Mitigating Nonresponse Error in Online Surveys Through Research-based Design and Delivery

David Carl Ison

doi:10.29115/SP-2017-0012

Introduction

Since the advent of the Internet in the 1980s, its use has become exponentially more popular within the United States and across the globe (Leiner et al. 2016). Documentation provided by the U.S. Census Bureau stated that the households with computer ownership increased from 8.2% in 1984 to 83.8% in 2013 (File and Ryan 2014). Elsewhere around the globe, the median computer ownership was 38% with most developed countries well over 50% while developing countries averaged 25% or less (Pew Research Center 2016). Among U.S. households, 18% used the Internet in 1997, but by 2013, this percentage has grown to 74.4, with 73.4% reporting they had accessed via a high-speed connection (File and Ryan 2014). Across the globe, the average portion of the population using the Internet was 46.4% in 2015 with North America having the highest population penetration (87.9%) and Africa the lowest (28.6%). Between 2000 and 2015, global Internet use has grown 832.5% (Internet World Stats 2016). Email has enjoyed steady growth, with an annual growth rate in email account holders of 6% from 2013 to present. Daily email traffic has also risen significantly from 182.9 billion in 2013 to a projected 201.4 billion in 2016 (Radacati and Levenstein 2013). The use of the Internet and email has become ubiquitous among groups of individuals often sought in survey research such as students, employed persons, employment groups/memberships (Dillman, Smyth, and Christian 2008).

This proliferation of Internet access and use has driven researchers to leverage the widespread availability of potential respondents from this population. The ease of use and low cost of Internet access, as well as dynamic available technologies, has brought forth a rapid rise of the use of electronic means in survey research. Although marketing firms have quickly adopted online means for conducting a variety of surveys, polling companies, agencies, and academic researchers have also been quick to utilized such methods (Fan and Yan 2010; Feinberg, Kinnear, and Taylor 2013; Ison 2010). As a result of this escalation in use, there has been a significant amount of effort put forth by marketing firms and research literature investigating the advantages and disadvantages of pursuing respondents online and how to maximize response rates (Fan and Yan 2010; Nulty 2008).

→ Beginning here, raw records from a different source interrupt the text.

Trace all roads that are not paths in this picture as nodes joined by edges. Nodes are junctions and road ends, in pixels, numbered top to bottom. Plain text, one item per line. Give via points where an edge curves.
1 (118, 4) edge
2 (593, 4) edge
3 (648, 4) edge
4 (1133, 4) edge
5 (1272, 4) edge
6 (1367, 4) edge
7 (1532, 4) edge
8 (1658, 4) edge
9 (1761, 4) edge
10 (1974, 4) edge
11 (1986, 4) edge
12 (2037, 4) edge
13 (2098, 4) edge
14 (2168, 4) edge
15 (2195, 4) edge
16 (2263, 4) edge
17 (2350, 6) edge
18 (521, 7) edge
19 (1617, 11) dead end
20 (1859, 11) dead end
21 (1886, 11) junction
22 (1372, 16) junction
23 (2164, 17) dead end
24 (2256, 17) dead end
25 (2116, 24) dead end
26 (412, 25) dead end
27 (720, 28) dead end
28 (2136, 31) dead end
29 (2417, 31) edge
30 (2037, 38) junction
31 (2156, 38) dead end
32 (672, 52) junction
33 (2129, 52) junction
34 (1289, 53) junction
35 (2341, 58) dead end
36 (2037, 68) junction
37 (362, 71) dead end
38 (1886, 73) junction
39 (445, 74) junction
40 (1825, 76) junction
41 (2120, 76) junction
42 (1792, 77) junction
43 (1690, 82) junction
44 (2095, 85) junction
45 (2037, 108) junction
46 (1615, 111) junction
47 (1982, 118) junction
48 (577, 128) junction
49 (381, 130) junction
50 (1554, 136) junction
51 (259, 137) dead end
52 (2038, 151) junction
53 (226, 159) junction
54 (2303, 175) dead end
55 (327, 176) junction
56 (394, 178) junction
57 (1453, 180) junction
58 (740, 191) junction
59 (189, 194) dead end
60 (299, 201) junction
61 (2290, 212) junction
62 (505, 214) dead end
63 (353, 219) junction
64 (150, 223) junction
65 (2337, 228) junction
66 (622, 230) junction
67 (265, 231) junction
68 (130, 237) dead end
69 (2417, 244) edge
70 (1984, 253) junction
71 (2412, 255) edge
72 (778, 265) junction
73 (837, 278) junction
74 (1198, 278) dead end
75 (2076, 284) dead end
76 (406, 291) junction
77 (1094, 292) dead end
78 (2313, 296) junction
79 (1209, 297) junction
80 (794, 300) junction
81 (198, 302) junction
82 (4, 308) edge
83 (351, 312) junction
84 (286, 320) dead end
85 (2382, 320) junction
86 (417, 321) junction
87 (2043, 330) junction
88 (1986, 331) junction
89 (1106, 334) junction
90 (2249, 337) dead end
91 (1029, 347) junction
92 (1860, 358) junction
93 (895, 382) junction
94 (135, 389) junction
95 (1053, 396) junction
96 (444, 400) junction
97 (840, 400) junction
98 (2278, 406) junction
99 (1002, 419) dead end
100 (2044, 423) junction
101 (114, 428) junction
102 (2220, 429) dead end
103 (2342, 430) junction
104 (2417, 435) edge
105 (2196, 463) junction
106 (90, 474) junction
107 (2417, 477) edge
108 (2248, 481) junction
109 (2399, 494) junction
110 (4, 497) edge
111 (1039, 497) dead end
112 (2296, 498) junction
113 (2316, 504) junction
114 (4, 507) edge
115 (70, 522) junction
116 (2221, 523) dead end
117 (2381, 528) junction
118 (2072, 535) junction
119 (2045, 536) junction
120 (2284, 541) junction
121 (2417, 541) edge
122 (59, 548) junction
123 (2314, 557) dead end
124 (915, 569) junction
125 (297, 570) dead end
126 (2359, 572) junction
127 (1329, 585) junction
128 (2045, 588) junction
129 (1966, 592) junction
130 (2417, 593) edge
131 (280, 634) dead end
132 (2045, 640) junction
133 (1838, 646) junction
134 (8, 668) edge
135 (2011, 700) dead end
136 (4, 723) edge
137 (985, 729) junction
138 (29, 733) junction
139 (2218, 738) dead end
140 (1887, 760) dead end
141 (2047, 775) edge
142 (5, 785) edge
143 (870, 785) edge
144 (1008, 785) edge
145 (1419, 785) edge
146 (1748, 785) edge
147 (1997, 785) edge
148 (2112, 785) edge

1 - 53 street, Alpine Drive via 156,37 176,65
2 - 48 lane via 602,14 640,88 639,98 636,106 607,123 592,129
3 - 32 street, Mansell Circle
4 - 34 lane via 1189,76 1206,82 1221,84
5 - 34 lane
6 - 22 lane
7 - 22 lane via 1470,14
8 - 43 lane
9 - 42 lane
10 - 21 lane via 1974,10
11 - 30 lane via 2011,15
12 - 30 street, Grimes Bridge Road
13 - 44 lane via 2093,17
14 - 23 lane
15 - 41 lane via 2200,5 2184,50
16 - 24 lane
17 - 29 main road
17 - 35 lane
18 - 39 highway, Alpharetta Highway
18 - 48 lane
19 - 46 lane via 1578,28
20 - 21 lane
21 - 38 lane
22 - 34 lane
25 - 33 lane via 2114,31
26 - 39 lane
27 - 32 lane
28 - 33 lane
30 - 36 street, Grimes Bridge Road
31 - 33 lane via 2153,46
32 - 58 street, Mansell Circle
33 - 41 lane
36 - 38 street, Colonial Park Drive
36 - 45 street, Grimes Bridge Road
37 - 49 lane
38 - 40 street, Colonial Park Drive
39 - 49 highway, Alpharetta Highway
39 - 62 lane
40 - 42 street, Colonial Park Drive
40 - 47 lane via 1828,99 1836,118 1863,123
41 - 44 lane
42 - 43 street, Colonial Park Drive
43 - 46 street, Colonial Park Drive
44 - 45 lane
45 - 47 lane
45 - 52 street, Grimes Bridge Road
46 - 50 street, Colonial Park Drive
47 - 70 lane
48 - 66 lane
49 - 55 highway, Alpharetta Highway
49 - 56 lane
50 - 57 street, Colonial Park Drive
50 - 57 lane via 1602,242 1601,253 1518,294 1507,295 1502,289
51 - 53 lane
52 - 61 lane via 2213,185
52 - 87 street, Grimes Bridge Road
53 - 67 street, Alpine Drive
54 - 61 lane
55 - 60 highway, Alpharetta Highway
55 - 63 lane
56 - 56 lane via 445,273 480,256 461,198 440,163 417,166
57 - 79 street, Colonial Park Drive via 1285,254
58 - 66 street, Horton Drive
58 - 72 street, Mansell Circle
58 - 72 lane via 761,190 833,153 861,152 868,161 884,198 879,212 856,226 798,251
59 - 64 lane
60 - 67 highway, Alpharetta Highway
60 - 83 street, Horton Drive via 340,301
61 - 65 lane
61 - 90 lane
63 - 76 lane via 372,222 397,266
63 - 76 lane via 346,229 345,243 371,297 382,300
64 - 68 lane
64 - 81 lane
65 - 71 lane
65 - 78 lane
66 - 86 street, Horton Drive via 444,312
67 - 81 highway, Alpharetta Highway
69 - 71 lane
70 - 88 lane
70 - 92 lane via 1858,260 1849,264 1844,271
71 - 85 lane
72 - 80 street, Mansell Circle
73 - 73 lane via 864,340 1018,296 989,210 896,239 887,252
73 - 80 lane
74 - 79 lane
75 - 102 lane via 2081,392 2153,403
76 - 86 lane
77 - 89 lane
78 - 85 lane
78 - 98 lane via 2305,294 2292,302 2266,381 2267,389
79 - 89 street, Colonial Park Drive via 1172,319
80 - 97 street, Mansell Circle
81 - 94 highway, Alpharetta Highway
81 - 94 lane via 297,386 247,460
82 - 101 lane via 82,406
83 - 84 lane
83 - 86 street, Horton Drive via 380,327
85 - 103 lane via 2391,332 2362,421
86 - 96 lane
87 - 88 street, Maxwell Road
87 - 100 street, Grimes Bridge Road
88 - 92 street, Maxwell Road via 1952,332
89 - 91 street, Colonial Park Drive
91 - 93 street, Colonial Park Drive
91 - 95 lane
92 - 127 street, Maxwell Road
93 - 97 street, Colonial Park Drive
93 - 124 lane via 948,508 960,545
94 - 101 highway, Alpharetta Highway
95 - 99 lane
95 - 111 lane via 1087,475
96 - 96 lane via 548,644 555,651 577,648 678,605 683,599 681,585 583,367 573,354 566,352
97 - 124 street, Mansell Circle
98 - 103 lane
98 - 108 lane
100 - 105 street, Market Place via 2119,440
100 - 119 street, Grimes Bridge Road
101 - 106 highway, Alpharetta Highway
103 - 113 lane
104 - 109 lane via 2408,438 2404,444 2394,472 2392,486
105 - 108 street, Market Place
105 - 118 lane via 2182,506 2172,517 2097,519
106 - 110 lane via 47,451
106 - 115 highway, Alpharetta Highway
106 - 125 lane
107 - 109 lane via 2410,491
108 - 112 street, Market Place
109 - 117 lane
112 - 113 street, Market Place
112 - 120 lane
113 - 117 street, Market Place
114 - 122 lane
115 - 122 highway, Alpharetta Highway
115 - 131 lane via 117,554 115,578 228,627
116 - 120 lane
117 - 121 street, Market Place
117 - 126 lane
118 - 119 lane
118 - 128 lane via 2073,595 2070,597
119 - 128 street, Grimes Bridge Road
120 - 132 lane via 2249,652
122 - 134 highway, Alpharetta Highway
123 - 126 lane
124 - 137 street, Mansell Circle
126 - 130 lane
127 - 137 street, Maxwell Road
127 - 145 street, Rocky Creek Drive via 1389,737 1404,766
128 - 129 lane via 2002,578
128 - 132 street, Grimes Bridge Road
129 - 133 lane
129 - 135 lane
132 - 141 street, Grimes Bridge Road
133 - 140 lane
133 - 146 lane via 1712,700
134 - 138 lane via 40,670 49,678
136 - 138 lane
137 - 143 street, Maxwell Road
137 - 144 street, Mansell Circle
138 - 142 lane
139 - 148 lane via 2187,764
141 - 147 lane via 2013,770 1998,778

While the Internet and email have given researchers unprecedented access to a broad survey audience simultaneously, there has been a momentous increase in malicious and unwanted email traffic. These undesired messages often referred to as “spam,” are problematic for a variety of reasons such as deception of readers, the inclusion of offensive materials, reduced productivity, server speed degradation, consumption of computing power and memory, and the slowing of Internet transaction speeds. As such, significant effort has been employed to reduce the burden of spam by email providers, Internet users, and corporate or institutional technology stakeholders (Attar, Rad, and Atani 2013; Caruana and Li 2012; Ison 2010). As is evident upon occasionally checking one’s spam folder, there are times when spam protection systems are overly cautious. Thus, there are times when legitimate messages are erroneously blocked with some email arrangements never allowing users to see or access such emails. It is therefore possible, if not likely, that survey prompts sent via email could never reach the intended sample. Because surveys rely on favorable response rates and online surveys typically have lower response rates than other methods of research (e.g., telephone or paper), each and every response that researchers can collect becomes ever more critical. Unfortunately, little research exists on the potential problem of spam filtration as a barrier to response. Moreover, even less has been explored on how to mitigate the potential for nonresponse at the hands of email protection systems or how to best avoid such conundrums (Sauermann and Roach 2013; Schoenherr, Ellram, and Tate 2015).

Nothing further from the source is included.